I certainly hope that they have talked to NASA in private about this, because this public statement is terrible.
Please tell me, again, why we partnered with these guys on ISS. I keep forgetting the advantages we were supposed to be getting from this partnership.
If Roscosmos told NASA what happened, then in my opinion NASA has a duty to disclose that information to the public. We pay for NASA’s services, and if there’s a serious safety issue we have the right to know about it. I would think that a deliberately-drilled hole in a spacecraft counts as a serious issue.
I can’t help but contrast this with the very public investigations into what happened with Challenger and Columbia. Admittedly, nobody died on board the ISS, but how can NASA be sure that the problem is fixed?
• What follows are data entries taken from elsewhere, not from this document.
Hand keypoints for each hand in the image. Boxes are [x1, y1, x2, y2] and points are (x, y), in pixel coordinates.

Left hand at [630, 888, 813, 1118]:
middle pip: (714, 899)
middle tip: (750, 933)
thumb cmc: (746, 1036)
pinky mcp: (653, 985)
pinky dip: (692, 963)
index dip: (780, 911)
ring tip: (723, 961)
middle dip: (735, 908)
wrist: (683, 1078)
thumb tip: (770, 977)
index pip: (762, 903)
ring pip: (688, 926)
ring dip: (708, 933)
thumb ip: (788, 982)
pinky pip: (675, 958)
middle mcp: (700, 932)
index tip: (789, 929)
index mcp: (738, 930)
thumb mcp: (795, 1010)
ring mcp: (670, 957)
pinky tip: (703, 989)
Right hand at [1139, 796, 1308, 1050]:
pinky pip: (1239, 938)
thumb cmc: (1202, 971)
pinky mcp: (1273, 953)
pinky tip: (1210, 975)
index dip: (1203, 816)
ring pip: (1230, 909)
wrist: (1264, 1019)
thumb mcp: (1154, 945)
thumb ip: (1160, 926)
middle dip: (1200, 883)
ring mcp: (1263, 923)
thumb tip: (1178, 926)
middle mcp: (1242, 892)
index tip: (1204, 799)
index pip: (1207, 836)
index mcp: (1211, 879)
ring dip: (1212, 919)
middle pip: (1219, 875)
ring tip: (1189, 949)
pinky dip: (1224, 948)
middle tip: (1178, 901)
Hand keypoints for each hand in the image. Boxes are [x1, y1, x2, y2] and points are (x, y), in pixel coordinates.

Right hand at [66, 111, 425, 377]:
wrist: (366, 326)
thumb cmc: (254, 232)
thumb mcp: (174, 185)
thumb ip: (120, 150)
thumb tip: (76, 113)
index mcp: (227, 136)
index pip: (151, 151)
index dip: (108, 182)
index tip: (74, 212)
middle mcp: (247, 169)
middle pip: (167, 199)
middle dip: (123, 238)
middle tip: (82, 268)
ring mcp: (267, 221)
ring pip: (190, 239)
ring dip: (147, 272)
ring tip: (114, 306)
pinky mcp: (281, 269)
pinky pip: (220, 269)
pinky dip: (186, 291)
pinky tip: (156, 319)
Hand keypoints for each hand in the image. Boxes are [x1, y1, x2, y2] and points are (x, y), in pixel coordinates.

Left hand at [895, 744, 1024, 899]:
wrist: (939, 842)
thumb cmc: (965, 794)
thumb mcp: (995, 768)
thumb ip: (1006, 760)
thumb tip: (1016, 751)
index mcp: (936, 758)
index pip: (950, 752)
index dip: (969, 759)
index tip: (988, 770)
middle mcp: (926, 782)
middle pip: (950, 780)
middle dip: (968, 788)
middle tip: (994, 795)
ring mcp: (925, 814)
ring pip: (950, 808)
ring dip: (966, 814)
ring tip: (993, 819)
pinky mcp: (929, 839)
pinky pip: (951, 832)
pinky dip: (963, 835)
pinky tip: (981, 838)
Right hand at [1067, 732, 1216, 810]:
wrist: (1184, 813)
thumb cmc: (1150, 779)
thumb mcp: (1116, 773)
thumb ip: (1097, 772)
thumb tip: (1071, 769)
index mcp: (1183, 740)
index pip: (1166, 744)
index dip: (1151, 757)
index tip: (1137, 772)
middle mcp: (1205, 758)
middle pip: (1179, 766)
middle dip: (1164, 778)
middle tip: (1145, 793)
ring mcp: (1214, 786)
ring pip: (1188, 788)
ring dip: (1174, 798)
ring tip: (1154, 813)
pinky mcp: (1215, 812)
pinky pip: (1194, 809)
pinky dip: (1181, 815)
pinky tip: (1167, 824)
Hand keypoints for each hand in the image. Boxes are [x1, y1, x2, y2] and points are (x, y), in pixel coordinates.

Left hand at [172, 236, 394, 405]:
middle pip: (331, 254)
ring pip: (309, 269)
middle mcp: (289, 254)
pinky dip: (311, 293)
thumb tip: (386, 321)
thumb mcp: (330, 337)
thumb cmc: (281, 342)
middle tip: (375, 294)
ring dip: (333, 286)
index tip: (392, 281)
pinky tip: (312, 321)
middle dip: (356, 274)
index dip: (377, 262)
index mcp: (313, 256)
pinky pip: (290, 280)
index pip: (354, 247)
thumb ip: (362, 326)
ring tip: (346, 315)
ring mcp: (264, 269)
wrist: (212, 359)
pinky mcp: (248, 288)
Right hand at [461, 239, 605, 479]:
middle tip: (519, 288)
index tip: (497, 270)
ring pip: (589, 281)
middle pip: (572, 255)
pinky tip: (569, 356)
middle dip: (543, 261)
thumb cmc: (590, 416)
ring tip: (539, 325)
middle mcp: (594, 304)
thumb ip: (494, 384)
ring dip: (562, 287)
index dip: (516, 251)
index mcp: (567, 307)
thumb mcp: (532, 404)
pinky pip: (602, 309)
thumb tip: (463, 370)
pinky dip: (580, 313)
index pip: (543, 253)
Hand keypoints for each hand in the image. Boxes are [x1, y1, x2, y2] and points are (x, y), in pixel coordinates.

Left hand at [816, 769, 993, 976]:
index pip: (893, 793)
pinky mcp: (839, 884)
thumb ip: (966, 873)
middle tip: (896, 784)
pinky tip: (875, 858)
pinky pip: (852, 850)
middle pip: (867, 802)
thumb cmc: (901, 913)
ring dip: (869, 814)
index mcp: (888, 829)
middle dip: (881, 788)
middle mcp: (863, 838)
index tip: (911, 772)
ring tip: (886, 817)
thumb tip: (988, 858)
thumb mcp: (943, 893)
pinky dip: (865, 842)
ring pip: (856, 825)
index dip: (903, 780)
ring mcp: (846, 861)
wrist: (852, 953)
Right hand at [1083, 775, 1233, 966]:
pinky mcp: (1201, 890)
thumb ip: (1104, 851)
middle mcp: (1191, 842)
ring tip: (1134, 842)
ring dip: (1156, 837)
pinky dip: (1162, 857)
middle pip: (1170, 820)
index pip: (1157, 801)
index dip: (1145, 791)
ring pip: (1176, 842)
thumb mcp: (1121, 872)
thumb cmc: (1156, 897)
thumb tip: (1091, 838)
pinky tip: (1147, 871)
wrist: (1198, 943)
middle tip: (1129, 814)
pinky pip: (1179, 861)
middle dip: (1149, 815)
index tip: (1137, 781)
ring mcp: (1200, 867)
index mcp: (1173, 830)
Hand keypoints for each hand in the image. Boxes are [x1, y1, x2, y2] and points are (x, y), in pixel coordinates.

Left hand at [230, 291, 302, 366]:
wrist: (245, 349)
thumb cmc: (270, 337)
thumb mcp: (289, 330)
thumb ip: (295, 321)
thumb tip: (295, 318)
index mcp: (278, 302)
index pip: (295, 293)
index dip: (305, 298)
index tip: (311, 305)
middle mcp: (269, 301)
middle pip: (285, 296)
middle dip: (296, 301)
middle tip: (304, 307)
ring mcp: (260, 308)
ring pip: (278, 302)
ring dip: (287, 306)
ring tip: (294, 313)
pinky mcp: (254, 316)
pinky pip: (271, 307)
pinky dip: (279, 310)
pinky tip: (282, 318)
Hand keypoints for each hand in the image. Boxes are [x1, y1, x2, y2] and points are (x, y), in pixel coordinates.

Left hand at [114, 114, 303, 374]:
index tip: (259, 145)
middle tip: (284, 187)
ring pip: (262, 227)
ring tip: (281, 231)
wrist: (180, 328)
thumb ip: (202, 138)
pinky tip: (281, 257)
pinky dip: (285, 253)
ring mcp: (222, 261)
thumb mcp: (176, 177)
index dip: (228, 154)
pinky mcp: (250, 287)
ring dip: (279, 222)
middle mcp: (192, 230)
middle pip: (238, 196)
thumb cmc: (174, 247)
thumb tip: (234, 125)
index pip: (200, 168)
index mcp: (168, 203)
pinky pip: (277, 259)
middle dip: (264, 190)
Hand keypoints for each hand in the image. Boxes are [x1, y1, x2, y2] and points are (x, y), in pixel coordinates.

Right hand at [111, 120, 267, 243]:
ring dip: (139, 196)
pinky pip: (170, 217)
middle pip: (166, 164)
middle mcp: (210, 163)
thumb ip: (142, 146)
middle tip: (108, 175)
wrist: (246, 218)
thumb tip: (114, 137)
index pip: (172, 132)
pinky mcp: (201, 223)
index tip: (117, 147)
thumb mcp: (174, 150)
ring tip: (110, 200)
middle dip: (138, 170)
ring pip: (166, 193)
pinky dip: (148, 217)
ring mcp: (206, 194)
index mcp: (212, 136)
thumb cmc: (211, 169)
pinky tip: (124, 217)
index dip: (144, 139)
How can they know that the next Soyuz going up won’t have more oopsie-holes?
I’m guessing that the Russians finally figured out who was responsible and that that person is now occupying a shallow excavation in some birch forest in the middle of nowhere, courtesy of the FSB. The reason there will be no public explanation is because the Russians do not wish to have to walk back any of their early smack talk about the problem being covert U.S. “sabotage.”